Not so fast. Between 2008 and 2009, the company’s revenues, earnings, and EBITDA all increased. And V stock fell far less than the market as a whole. From mid-2008 to the March 2009 bottom, Visa stock only declined around 25%. It’s true that Visa benefits from a continuing economic expansion, but since Visa doesn’t take credit risk, it just gets a cut of fees as a middle man between the consumer and the bank. A recession wouldn’t be nearly as bad for Visa as one might expect.

Huge Dividend Growth: While Visa stock may not seem like a typical dividend play, yield investors shouldn’t overlook the potential here. Yes, it’s easy to look at the 0.6% dividend offered today on Visa stock and forget about it.

However, this small yield is growing quickly.

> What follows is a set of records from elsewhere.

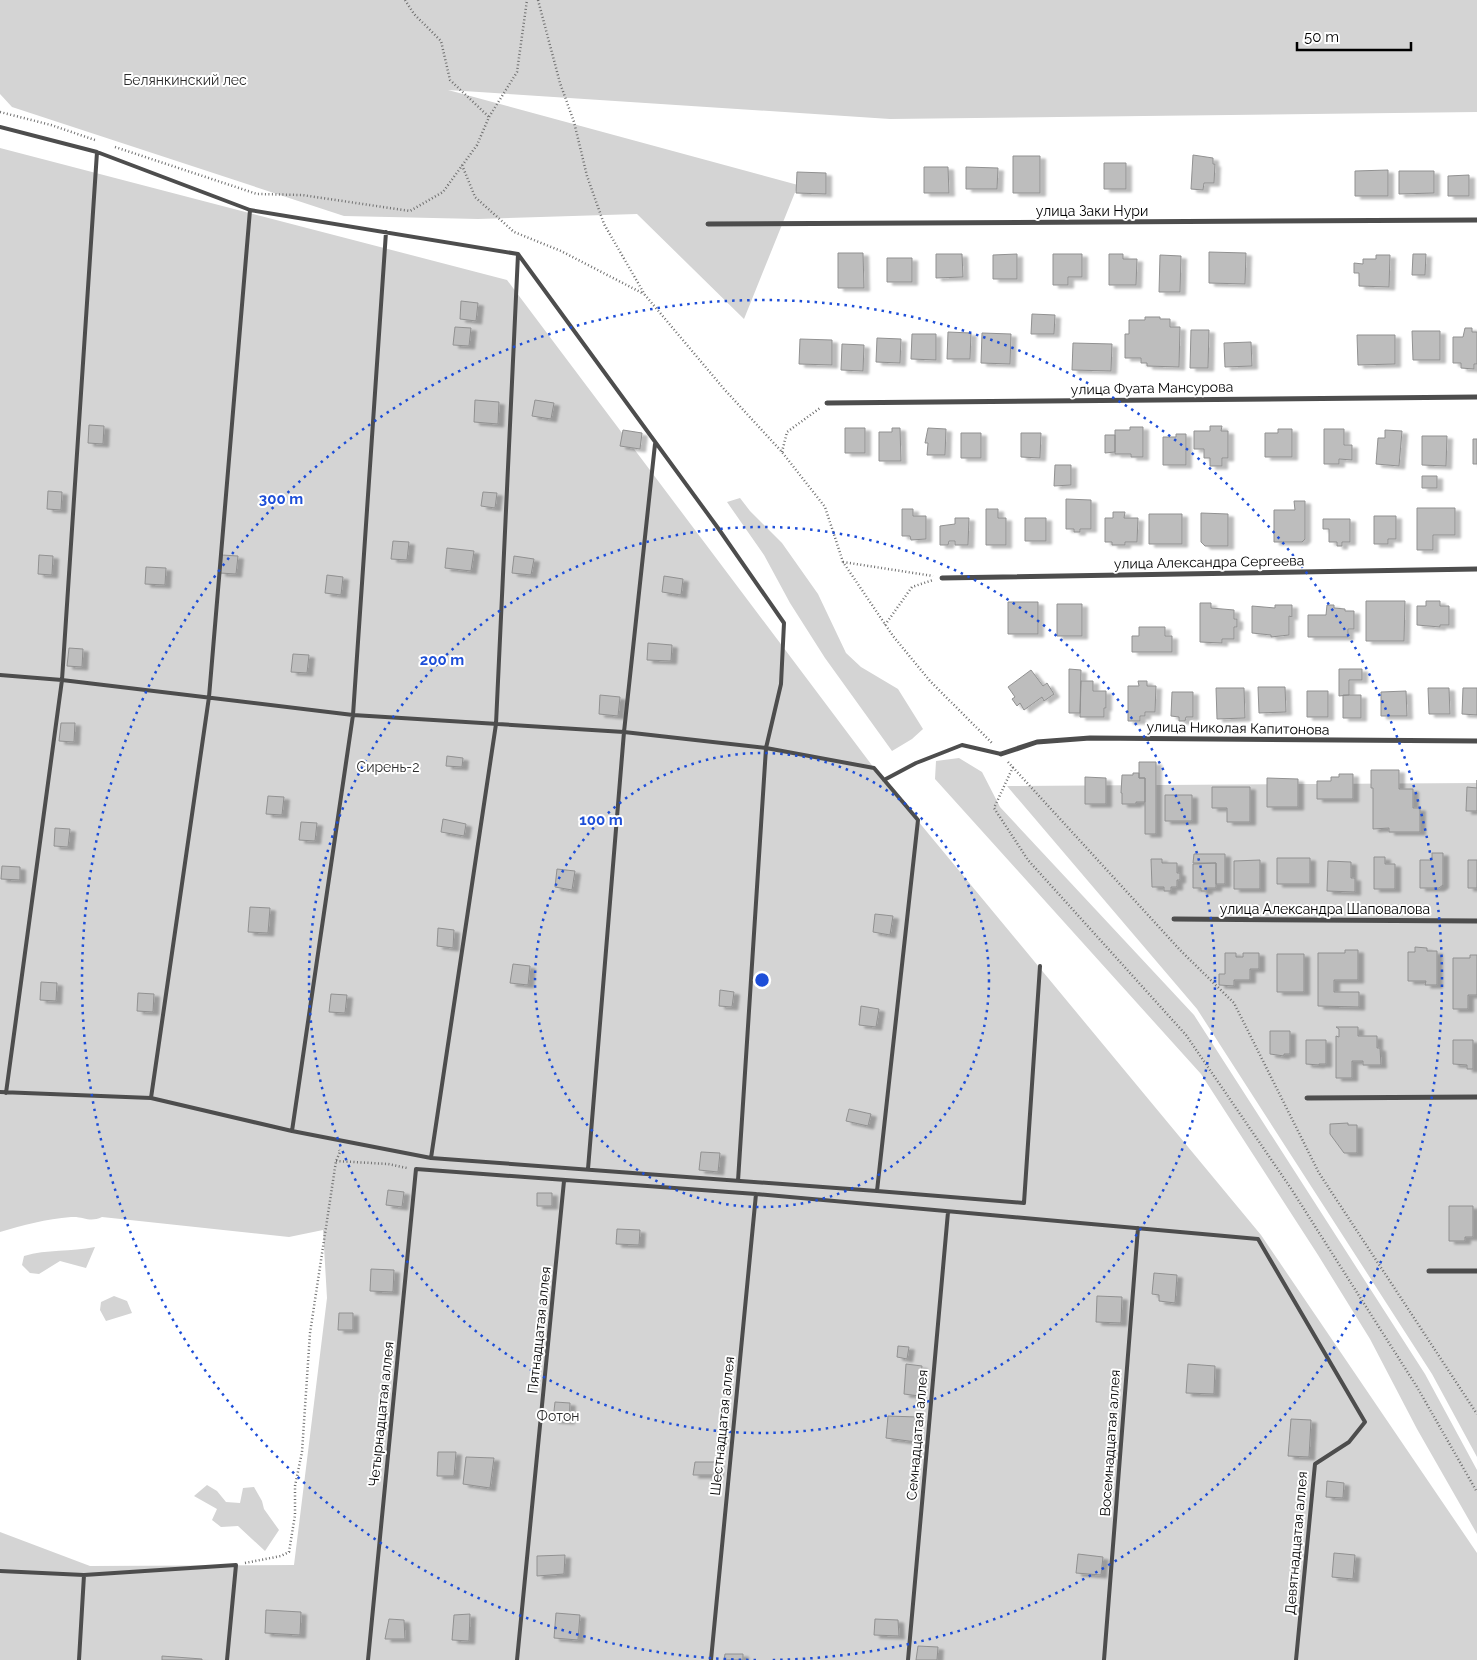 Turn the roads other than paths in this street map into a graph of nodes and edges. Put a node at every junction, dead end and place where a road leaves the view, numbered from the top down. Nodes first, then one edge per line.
1 (0, 128) edge
2 (97, 152) junction
3 (250, 210) junction
4 (1477, 220) edge
5 (708, 224) dead end
6 (386, 232) junction
7 (518, 254) junction
8 (1477, 396) edge
9 (827, 403) road end
10 (655, 444) junction
11 (1477, 569) edge
12 (942, 578) road end
13 (0, 675) edge
14 (62, 680) junction
15 (209, 697) junction
16 (353, 715) junction
17 (496, 724) junction
18 (624, 732) junction
19 (1477, 741) edge
20 (766, 748) junction
21 (1001, 754) joint
22 (884, 780) junction
23 (1174, 919) dead end
24 (1477, 921) edge
25 (1040, 966) dead end
26 (0, 1092) edge
27 (6, 1093) junction
28 (151, 1098) junction
29 (1307, 1098) dead end
30 (1477, 1098) edge
31 (292, 1131) junction
32 (431, 1158) junction
33 (588, 1169) junction
34 (564, 1181) junction
35 (738, 1181) junction
36 (877, 1191) junction
37 (756, 1194) junction
38 (948, 1212) junction
39 (1138, 1228) junction
40 (1429, 1271) dead end
41 (1477, 1271) edge
42 (0, 1570) edge
43 (84, 1575) junction
44 (79, 1660) edge
45 (227, 1660) edge
46 (368, 1660) edge
47 (517, 1660) edge
48 (711, 1660) edge
49 (908, 1660) edge
50 (1104, 1660) edge
51 (1296, 1660) edge

1 - 2 lane
2 - 3 lane
2 - 14 lane
3 - 6 lane
3 - 15 lane
4 - 5 street, улица Заки Нури
6 - 7 lane
6 - 16 lane
7 - 10 lane
7 - 17 lane
8 - 9 street, улица Фуата Мансурова
10 - 18 lane
10 - 20 lane
11 - 12 street, улица Александра Сергеева
13 - 14 lane
14 - 15 lane
14 - 27 lane
15 - 16 lane
15 - 28 lane
16 - 17 lane
16 - 31 lane
17 - 18 lane
17 - 32 lane
18 - 20 lane
18 - 33 lane
19 - 21 street, улица Николая Капитонова
20 - 22 lane
20 - 35 lane
21 - 22 lane
22 - 36 lane
23 - 24 street, улица Александра Шаповалова
25 - 36 lane
26 - 27 lane
27 - 28 lane
28 - 31 lane
29 - 30 street
31 - 32 lane
32 - 33 lane
33 - 35 lane
34 - 37 lane
34 - 46 lane, Четырнадцатая аллея
34 - 47 lane, Пятнадцатая аллея
35 - 36 lane
37 - 38 lane
37 - 48 lane, Шестнадцатая аллея
38 - 39 lane
38 - 49 lane, Семнадцатая аллея
39 - 50 lane, Восемнадцатая аллея
39 - 51 lane, Девятнадцатая аллея
40 - 41 street
42 - 43 lane
43 - 44 lane
43 - 45 lane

In fact, like the stock price, the dividend is exploding higher. It’s grown at a 30% annualized rate over the past five years. In 2011, Visa was paying just 16 cents/share a year in dividends. It’s up to 66 cents a year now. That’s more than a 300% increase in six years. The company is due for another dividend hike before the year ends. With their payout ratio at just 24%, expect plenty more double-digit dividend increases ahead.

Verdict on Visa Stock

Visa looks like a perfect stock. Even the risks to the business aren’t anything too threatening in the near term. However, V stock is priced accordingly. It will take years of strong growth to justify Visa’s current price. Investors are very optimistic — and with good reason. But risk is still tilted to the downside, as business could hardly get better for Visa.

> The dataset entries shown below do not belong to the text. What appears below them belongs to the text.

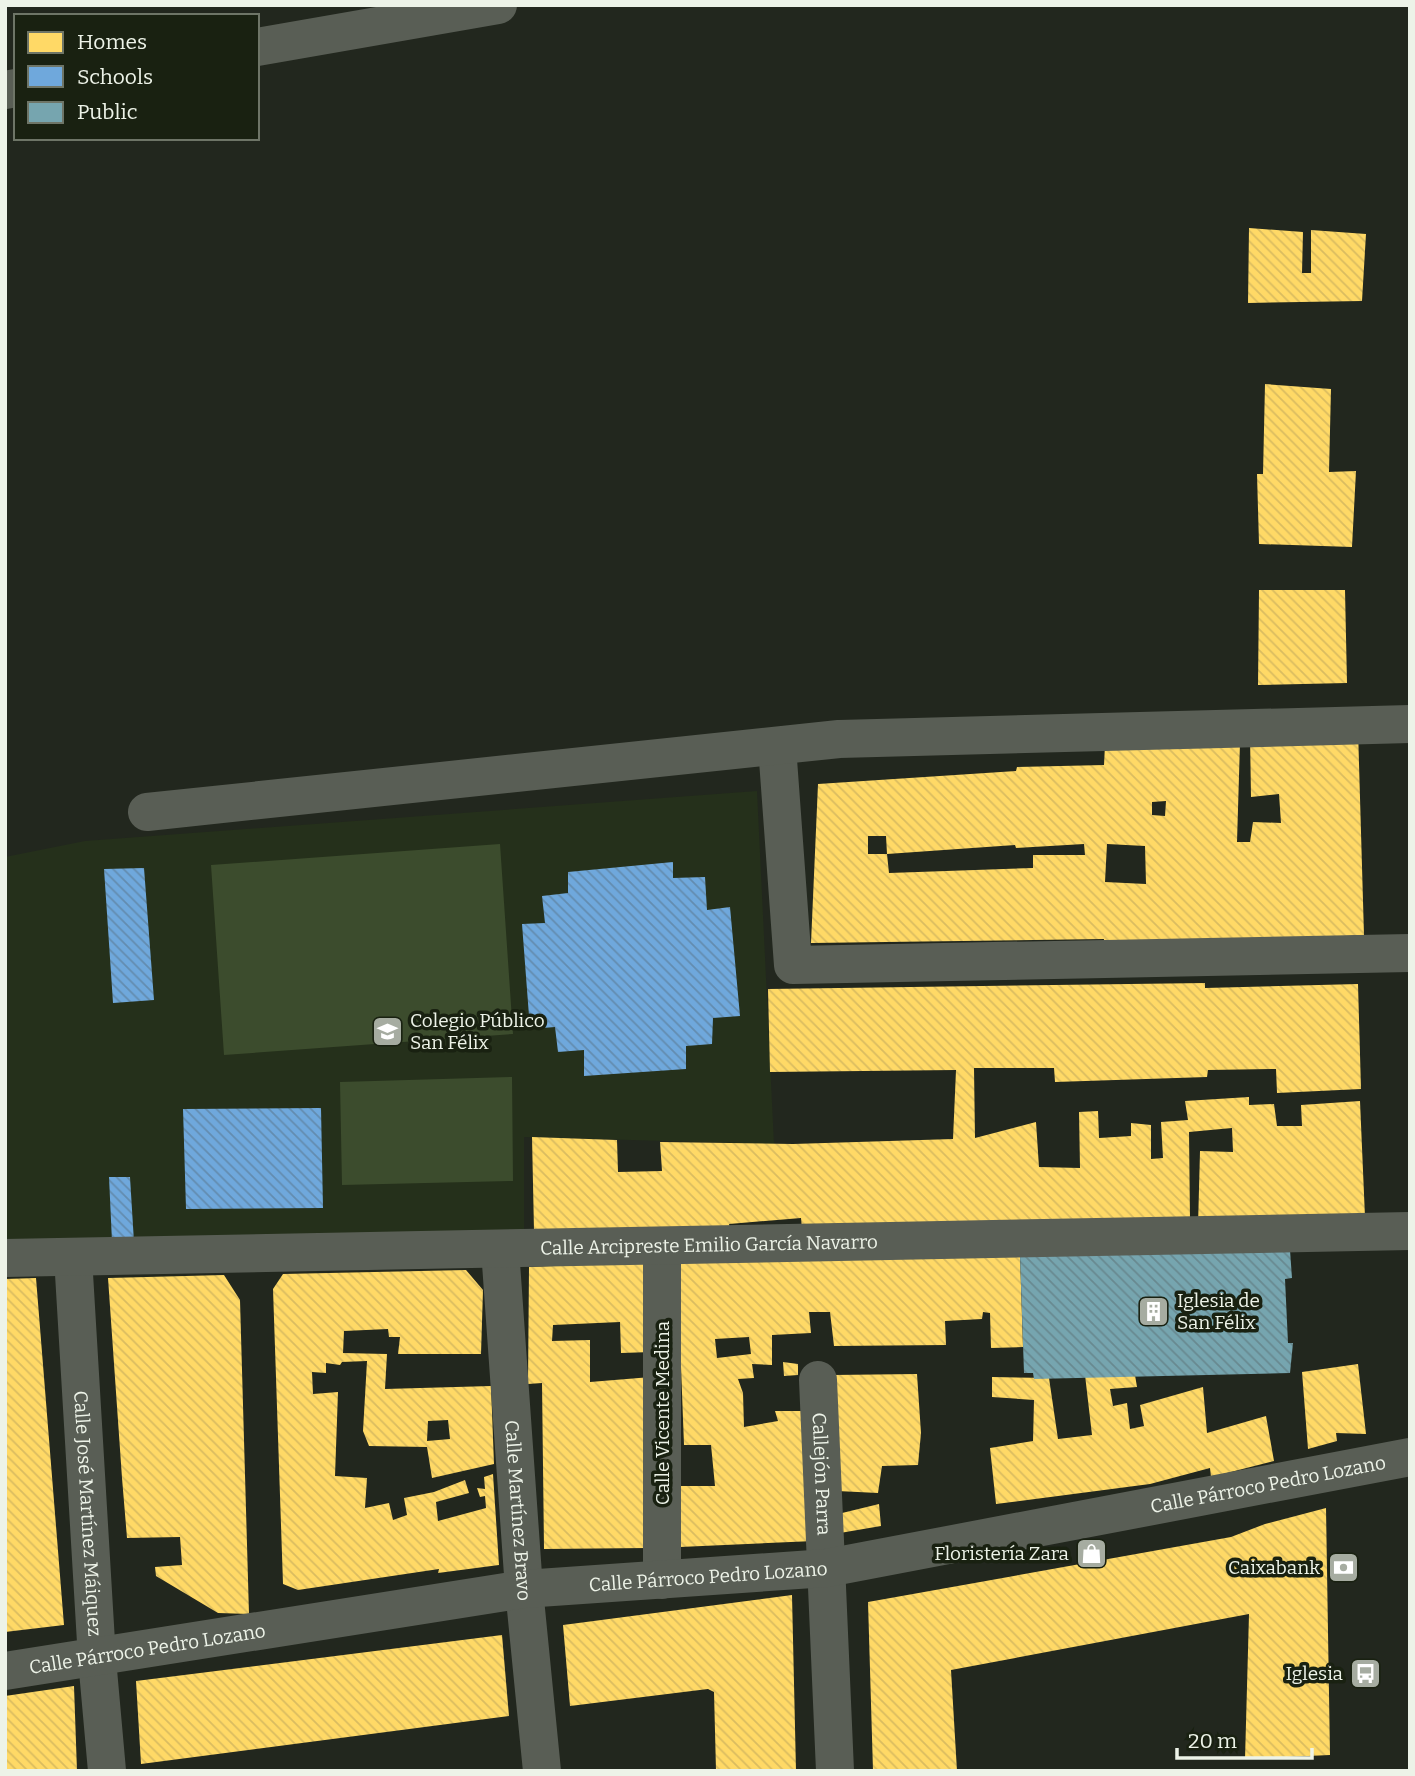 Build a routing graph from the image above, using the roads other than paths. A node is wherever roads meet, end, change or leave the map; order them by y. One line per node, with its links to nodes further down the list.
1 (498, 5): 2 (street)
2 (259, 47)
3 (1410, 724): 4 (street)
4 (777, 746): 5 (street); 6 (street)
5 (147, 811)
6 (1410, 953)
7 (1410, 1231): 8 (street, Calle Arcipreste Emilio García Navarro)
8 (662, 1246): 9 (street, Calle Arcipreste Emilio García Navarro); 15 (street, Calle Vicente Medina)
9 (500, 1249): 10 (street, Calle Arcipreste Emilio García Navarro); 16 (street, Calle Martínez Bravo)
10 (73, 1257): 11 (street, Calle Arcipreste Emilio García Navarro); 17 (street, Calle José Martínez Máiquez)
11 (5, 1258)
12 (818, 1380): 14 (street, Callejón Parra)
13 (1410, 1457): 14 (street, Calle Párroco Pedro Lozano)
14 (827, 1568): 15 (street, Calle Párroco Pedro Lozano); 21 (street, Callejón Parra)
15 (662, 1580): 16 (street, Calle Párroco Pedro Lozano)
16 (524, 1589): 17 (street, Calle Párroco Pedro Lozano); 20 (street, Calle Martínez Bravo)
17 (97, 1659): 18 (street, Calle Párroco Pedro Lozano); 19 (street, Calle José Martínez Máiquez)
18 (5, 1671)
19 (107, 1771)
20 (542, 1771)
21 (835, 1771)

For investors wanting a payments play, it’s worth taking a look at Discover Financial Services (NYSE:DFS). Yes, Discover isn’t nearly as big as Visa or Mastercard, but it has a key alliance with UnionPay, among other international partners.

It is also selling at just 11x earnings (compared to 39x and 35x for Visa and Mastercard, respectively). And it pays a much larger dividend. While Visa stock may continue to rally, Discover offers a larger margin of safety here.